I just got an apology from the Canadian Roller Derby Association for the brouhaha over the Hamilton game last July. (Apologies for not linking to the entry directly, but the Internet connection here is spotty at best-- the game was July 7 this year and I know I wrote about it shortly after.)
Apparently the CRDA has noticed Hamilton having a pattern of behavior with respect to inviting American teams to come play them and then just beating them up, and there's another match coming up with Penn-Jersey... Well, I suppose I'll make an attempt to find out what comes of it.
But I do feel better-- I was given sort of nebulous intimations that my solitary Myspace blog about how infuriating and un-roller-derby the experience was had ignited some sort of pan-Canadian flamewar on boards I'm not privy to, and everyone was upset with me. I got a few lone messages of support from random Canadian skaters, which actually worried me more. This person who maintains the CRDA's Myspace page may also be acting on his own in contacting me, but I do feel better in that he has, like, an official logo. I know nothing of the administrative structure of our neighbors up north, I admit-- I know little enough of our structure here.
Anyhow. I do feel less put-upon and victimized. I got no support from my league in all that because they were all so out of their depth as well (I'm not starting drama, I'm saying no one else knew what to do either), but it just made the whole thing very bitter and icky and I had to shove feelings about it away every time I saw something pertaining to it. I was just thinking about it again because I watched all our bout highlight reels over the weekend...
Egh. Brr. Bleh. But I feel better now. Marginally. Nothing has changed, but the fact that other people are still thinking about it too makes me feel less of a freak, anyway.
My skating is improving, everyone says. Funny, I thought it was pretty good by the end of last season, so I didn't realize that my current state is an improvement. I'm still fighting back from a lot of muscle atrophy, and feel very weak. But as with most things, if I come into it believing I can do it, I do it easily. So I think I convinced myself over the summer I had been an excellent skater last season, so now I'm better than I was...
New wheels, with bearings that actually turn, help too. It's still a little pathetic if you consider it closely, but it doesn't really matter how silly it is, the point is that I'm improving again, and that's good. When your whole life is lived around imaginary blocks in your head that you don't really know are there, it's a cause for joy when you realize you've circumvented another one.

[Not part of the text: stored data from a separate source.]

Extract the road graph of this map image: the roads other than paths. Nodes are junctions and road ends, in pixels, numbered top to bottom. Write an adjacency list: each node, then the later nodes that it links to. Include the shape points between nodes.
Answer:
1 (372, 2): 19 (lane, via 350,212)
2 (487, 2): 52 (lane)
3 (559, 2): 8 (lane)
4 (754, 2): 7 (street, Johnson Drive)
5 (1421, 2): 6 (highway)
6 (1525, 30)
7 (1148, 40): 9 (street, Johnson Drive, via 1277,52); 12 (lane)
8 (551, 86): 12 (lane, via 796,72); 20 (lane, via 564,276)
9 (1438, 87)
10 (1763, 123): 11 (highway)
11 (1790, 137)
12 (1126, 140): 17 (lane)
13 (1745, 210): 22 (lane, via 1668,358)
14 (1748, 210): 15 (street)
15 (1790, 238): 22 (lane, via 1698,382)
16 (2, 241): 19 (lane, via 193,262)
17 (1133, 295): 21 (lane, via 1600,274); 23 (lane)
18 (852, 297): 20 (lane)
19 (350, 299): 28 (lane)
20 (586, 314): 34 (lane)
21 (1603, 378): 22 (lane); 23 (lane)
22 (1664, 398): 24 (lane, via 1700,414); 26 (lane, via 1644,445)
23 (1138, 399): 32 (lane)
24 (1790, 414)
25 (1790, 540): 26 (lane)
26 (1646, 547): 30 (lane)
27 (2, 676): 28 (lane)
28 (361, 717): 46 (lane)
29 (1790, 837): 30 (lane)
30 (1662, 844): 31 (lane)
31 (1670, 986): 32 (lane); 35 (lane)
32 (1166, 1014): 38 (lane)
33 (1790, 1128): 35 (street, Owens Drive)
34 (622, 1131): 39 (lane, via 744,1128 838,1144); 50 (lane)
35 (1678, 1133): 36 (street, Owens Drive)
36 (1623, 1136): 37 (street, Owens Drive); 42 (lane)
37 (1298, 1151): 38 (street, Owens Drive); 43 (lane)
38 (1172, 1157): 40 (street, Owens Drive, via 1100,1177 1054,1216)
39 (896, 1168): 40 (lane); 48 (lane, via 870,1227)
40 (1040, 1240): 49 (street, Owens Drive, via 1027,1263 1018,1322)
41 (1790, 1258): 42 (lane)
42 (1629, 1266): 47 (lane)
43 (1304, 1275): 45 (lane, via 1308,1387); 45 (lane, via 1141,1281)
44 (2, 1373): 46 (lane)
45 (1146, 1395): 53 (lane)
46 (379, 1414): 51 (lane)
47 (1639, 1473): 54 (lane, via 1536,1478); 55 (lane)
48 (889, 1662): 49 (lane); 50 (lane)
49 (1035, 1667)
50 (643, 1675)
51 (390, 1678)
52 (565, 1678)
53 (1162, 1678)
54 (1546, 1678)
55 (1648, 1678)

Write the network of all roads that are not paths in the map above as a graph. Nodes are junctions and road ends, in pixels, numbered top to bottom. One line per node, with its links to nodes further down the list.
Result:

Danny (the Knockouts' new coach) seems to have understood a bit of the way I work, too-- I was skating all shitty, leaning out of the corners so I lost control and went wide in the straightaways, and he was attempting to convince me to drop my shoulder into the turns, and I didn't get what he was saying. Then we did a drill where we skated the other direction, and I caught on immediately that I had to lead myself around the corner with my right shoulder. So when we went back to the proper direction, I was easily steering myself into the corners with my left shoulder. I remember learning that last season, and I had thought I was doing it, but obviously, every time I get distracted, I forget about it, and it's worse because I think I'm already doing it so it can't be what's messing me up.
So he said, "I'm just going to make you skate the opposite direction before every bout to remind you how to skate right."
And i thought it over. I only learned to cross over properly during a reverse skate at Depew last year. "That would probably be ideal," I said.
"Well," he said, "it forces you to reconsider everything, and realize what you're doing wrong."
I'm just not very aware of my body at the best of times. And skating is not really the best of times. Particularly not when someone is trying to kick your ass while you're skating. And hundreds of people are watching you. Eck.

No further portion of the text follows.